Affluenti | di rilievo: Dora Baltea, Dora Riparia, Tanaro, Trebbia, Panaro, Bormida, Orco, Sesia, Ticino, Secchia, Lambro, Parma, Taro, Mincio, Adda e Oglio. |
Sfocia | Mare Adriatico 44°57′45″N 12°30′04″E |
La sua lunghezza, 652 km[N 1], lo rende il più lungo fiume interamente compreso nel territorio italiano[N 2], quello con il bacino idrografico più esteso (circa 71 000 km²) e anche quello con la massima portata alla foce, sia essa minima (assoluta 270 m³/s), media (1 540 m³/s) o massima (13 000 m³/s), oltre ad essere il quinto fiume europeo (esclusa la Russia) per portata media (dopo Danubio, Reno, Rodano e Dnepr).
Ha origine in Piemonte, sul Monviso, al Pian del Re, bagna direttamente un capoluogo di regione (Torino) e due capoluoghi di provincia (Piacenza e Cremona) e lambisce altri due capoluoghi di provincia (Pavia e Ferrara), segnando inoltre per lunghi tratti il confine tra Lombardia e Emilia-Romagna, nonché tra quest'ultima e il Veneto, prima di sfociare nel mare Adriatico in un vasto delta con sei rami. Attraversa 13 province (Cuneo, Torino, Vercelli, Alessandria, Pavia, Lodi, Cremona, Mantova, Piacenza, Parma, Reggio Emilia, Ferrara e Rovigo). Per la maggior parte del suo corso il Po scorre su un territorio pianeggiante al quale dà il nome, la Pianura Padana. Per la posizione geografica, la lunghezza, il bacino e gli eventi storici, sociali ed economici che hanno riguardato il fiume sin dall'antichità, il Po è riconosciuto come il più importante tra i fiumi d'Italia.
Il fiume Po era geograficamente conosciuto già ai tempi dell'antica Grecia con il nome di Eridanós (in greco antico: Ἠριδανός?, in latino Eridanus; nell'italiano letterario Eridano); in origine stava ad indicare un fiume mitico, indicato grossolanamente a sud della Scandinavia, che si formò dopo l'ultima glaciazione europea (Würm).

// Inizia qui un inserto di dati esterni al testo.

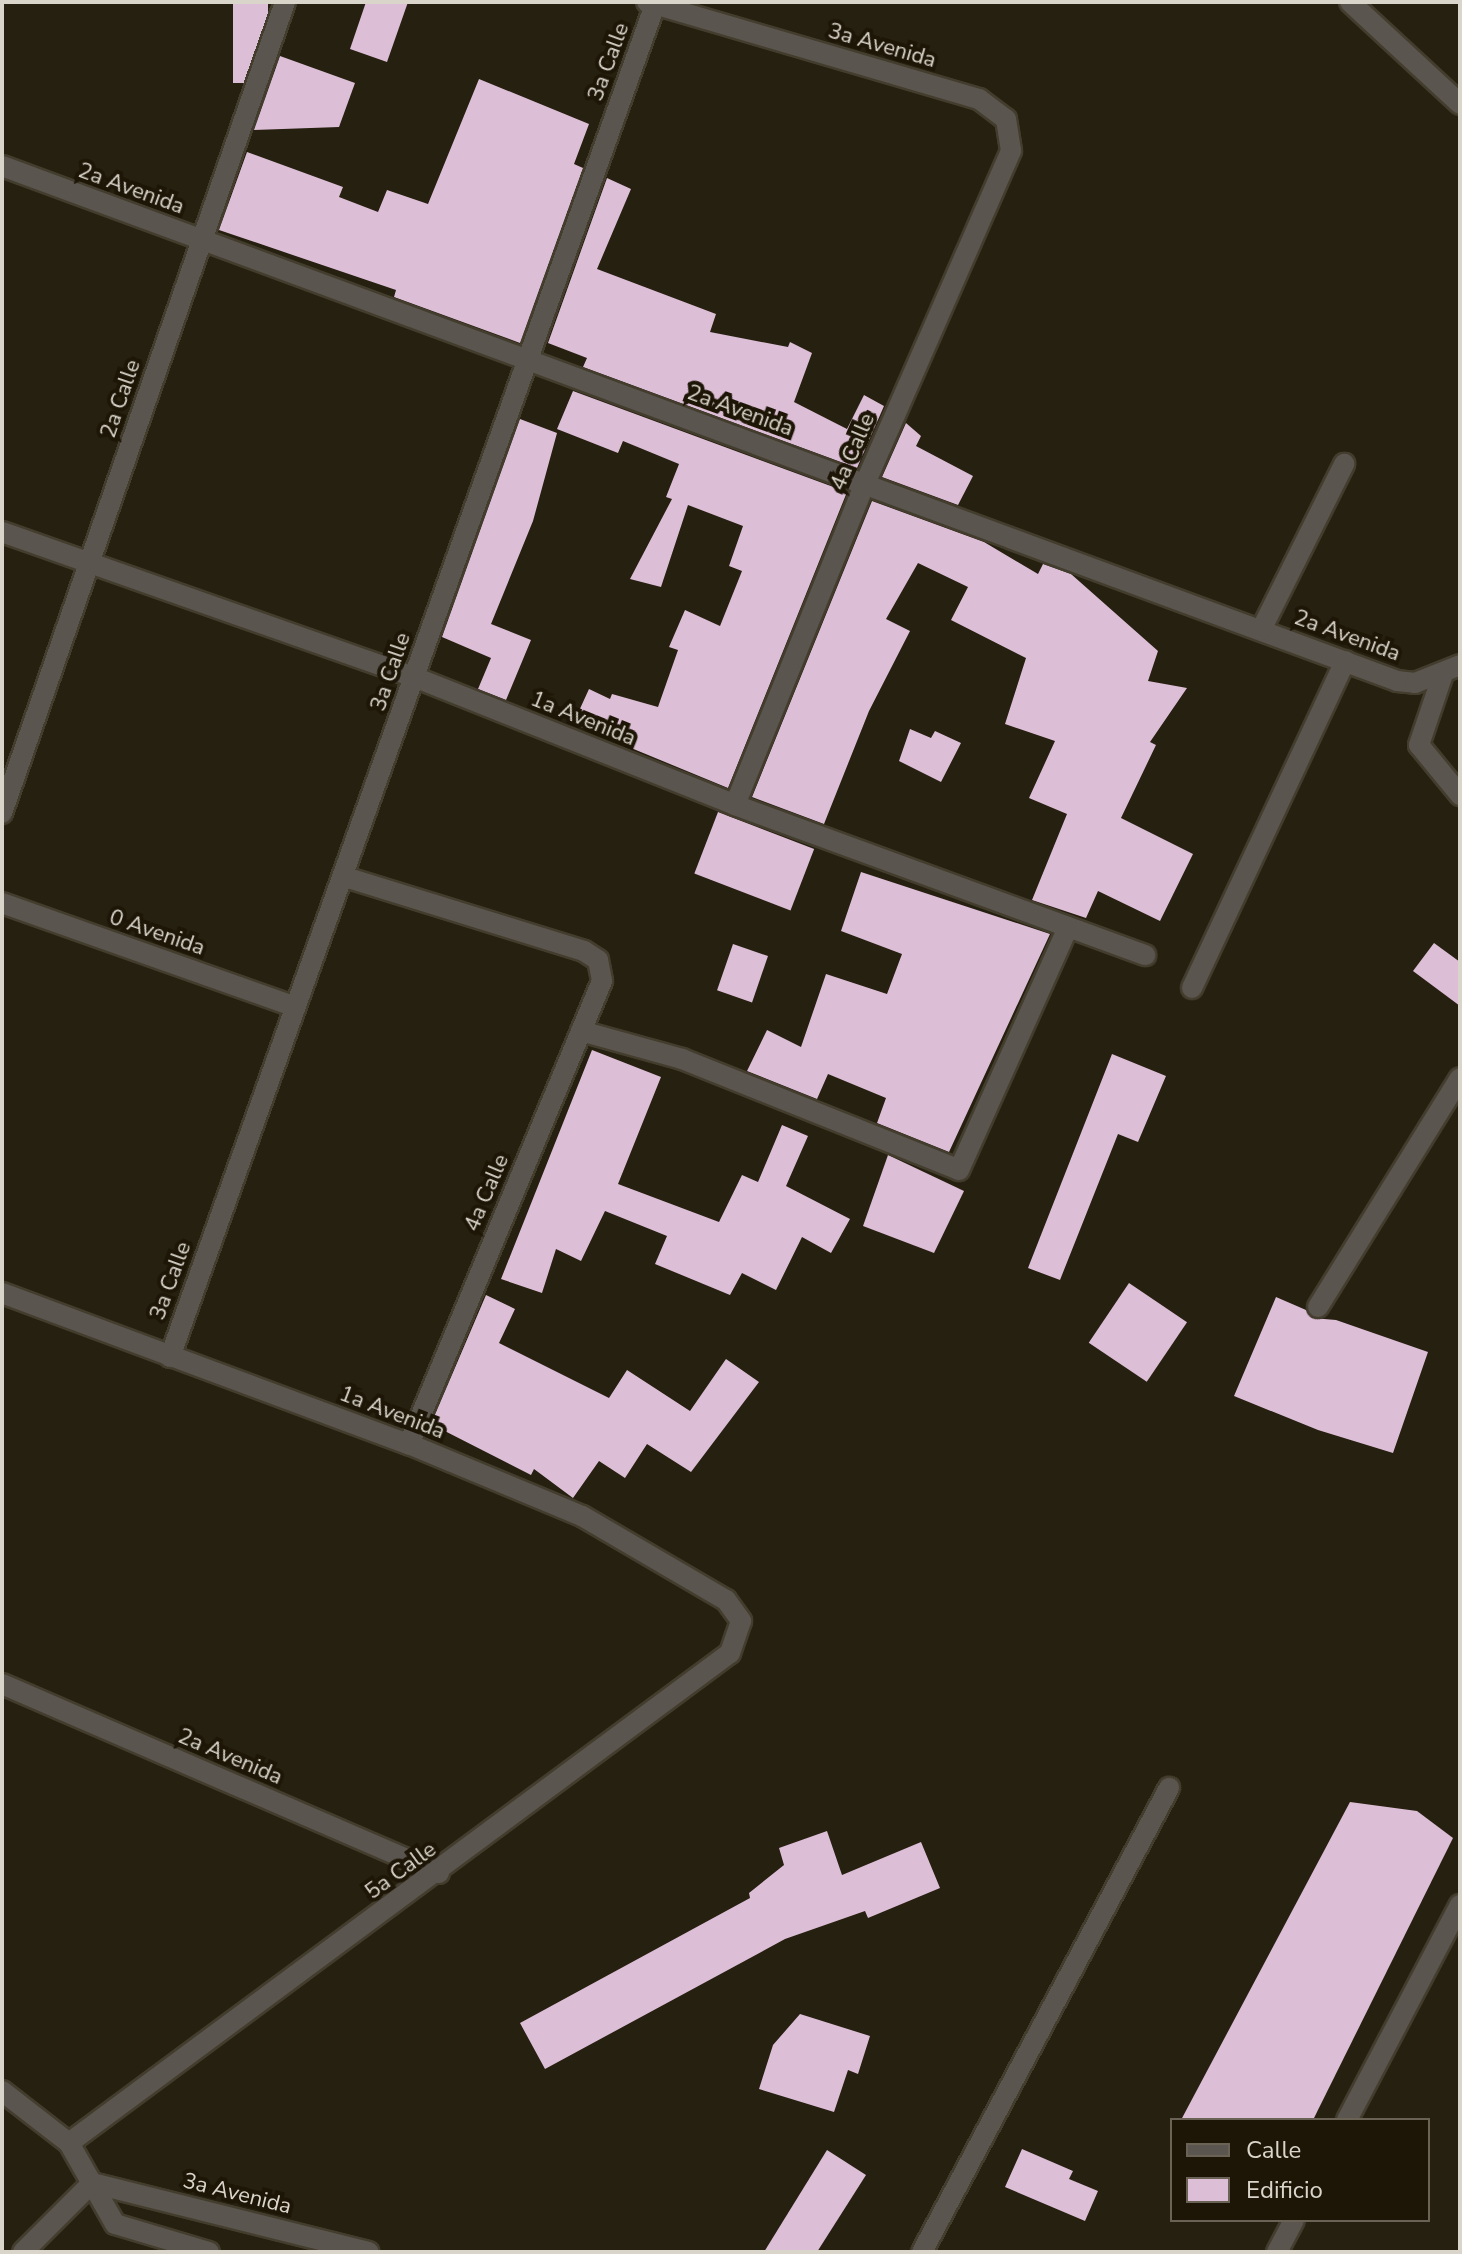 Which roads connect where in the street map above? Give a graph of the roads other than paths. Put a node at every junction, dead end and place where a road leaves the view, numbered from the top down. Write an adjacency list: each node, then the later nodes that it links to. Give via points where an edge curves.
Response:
1 (285, 2): 7 (street, 2a Calle)
2 (1350, 2): 4 (street)
3 (653, 3): 5 (street, 3a Avenida, via 979,99); 8 (street, 3a Calle)
4 (1460, 104)
5 (1006, 119): 10 (street, 4a Calle, via 1011,151)
6 (2, 166): 7 (street, 2a Avenida)
7 (201, 240): 8 (street, 2a Avenida); 12 (street, 2a Calle)
8 (528, 359): 10 (street, 2a Avenida); 16 (street, 3a Calle)
9 (1344, 464): 13 (street)
10 (865, 483): 13 (street, 2a Avenida); 18 (street, 4a Calle)
11 (2, 532): 12 (street, 1a Avenida)
12 (89, 564): 16 (street, 1a Avenida); 19 (street, 2a Calle)
13 (1261, 630): 14 (street, 2a Avenida)
14 (1345, 661): 15 (street, 2a Avenida, via 1415,683); 24 (street)
15 (1451, 669): 17 (street, via 1419,745)
16 (414, 677): 18 (street, 1a Avenida); 20 (street, 3a Calle)
17 (1460, 795)
18 (735, 805): 22 (street, 1a Avenida)
19 (2, 813)
20 (345, 877): 25 (street, 3a Calle); 26 (street, 4a Calle, via 598,960 602,981)
21 (2, 903): 25 (street, 0 Avenida)
22 (1068, 927): 23 (street, 1a Avenida); 26 (street, via 959,1170 682,1059)
23 (1145, 955)
24 (1192, 988)
25 (295, 1007): 30 (street, 3a Calle)
26 (581, 1031): 31 (street, 4a Calle)
27 (1460, 1078): 29 (street)
28 (2, 1293): 30 (street, 1a Avenida)
29 (1318, 1307)
30 (170, 1357): 31 (street, 1a Avenida)
31 (409, 1444): 32 (street, 1a Avenida, via 582,1516 726,1600)
32 (741, 1621): 35 (street, 5a Calle, via 730,1653)
33 (2, 1684): 35 (street, 2a Avenida)
34 (1169, 1788): 45 (street)
35 (439, 1873): 39 (street, 5a Calle)
36 (1460, 1905): 38 (street)
37 (2, 2091): 39 (street)
38 (1348, 2118)
39 (69, 2143): 40 (street)
40 (92, 2183): 42 (street); 43 (street, via 115,2224); 44 (street, 3a Avenida)
41 (1293, 2222): 46 (street)
42 (23, 2252)
43 (209, 2252)
44 (369, 2252)
45 (922, 2252)
46 (1277, 2252)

Le prime fonti storiche sono nella Teogonia greca di Esiodo (VII secolo a.C. circa), come nome di uno dei tanti figli del titano Oceano e la ninfa Teti e dai quali derivano vari nomi di fiumi europei. Tale nome fu poi ripreso dallo storico Polibio nel II secolo a.C.[4], dove Eridano era uno dei figli di Fetonte, caduto in un fiume durante una gara di bighe o carri, tanto da attribuirgli anche la porta dell'Ade e, cioè, gli inferi, secondo la mitologia greca, ma anche il titolo di un principe dedito ai culti egizi, figura che compare spesso in antichissime leggende su Torino.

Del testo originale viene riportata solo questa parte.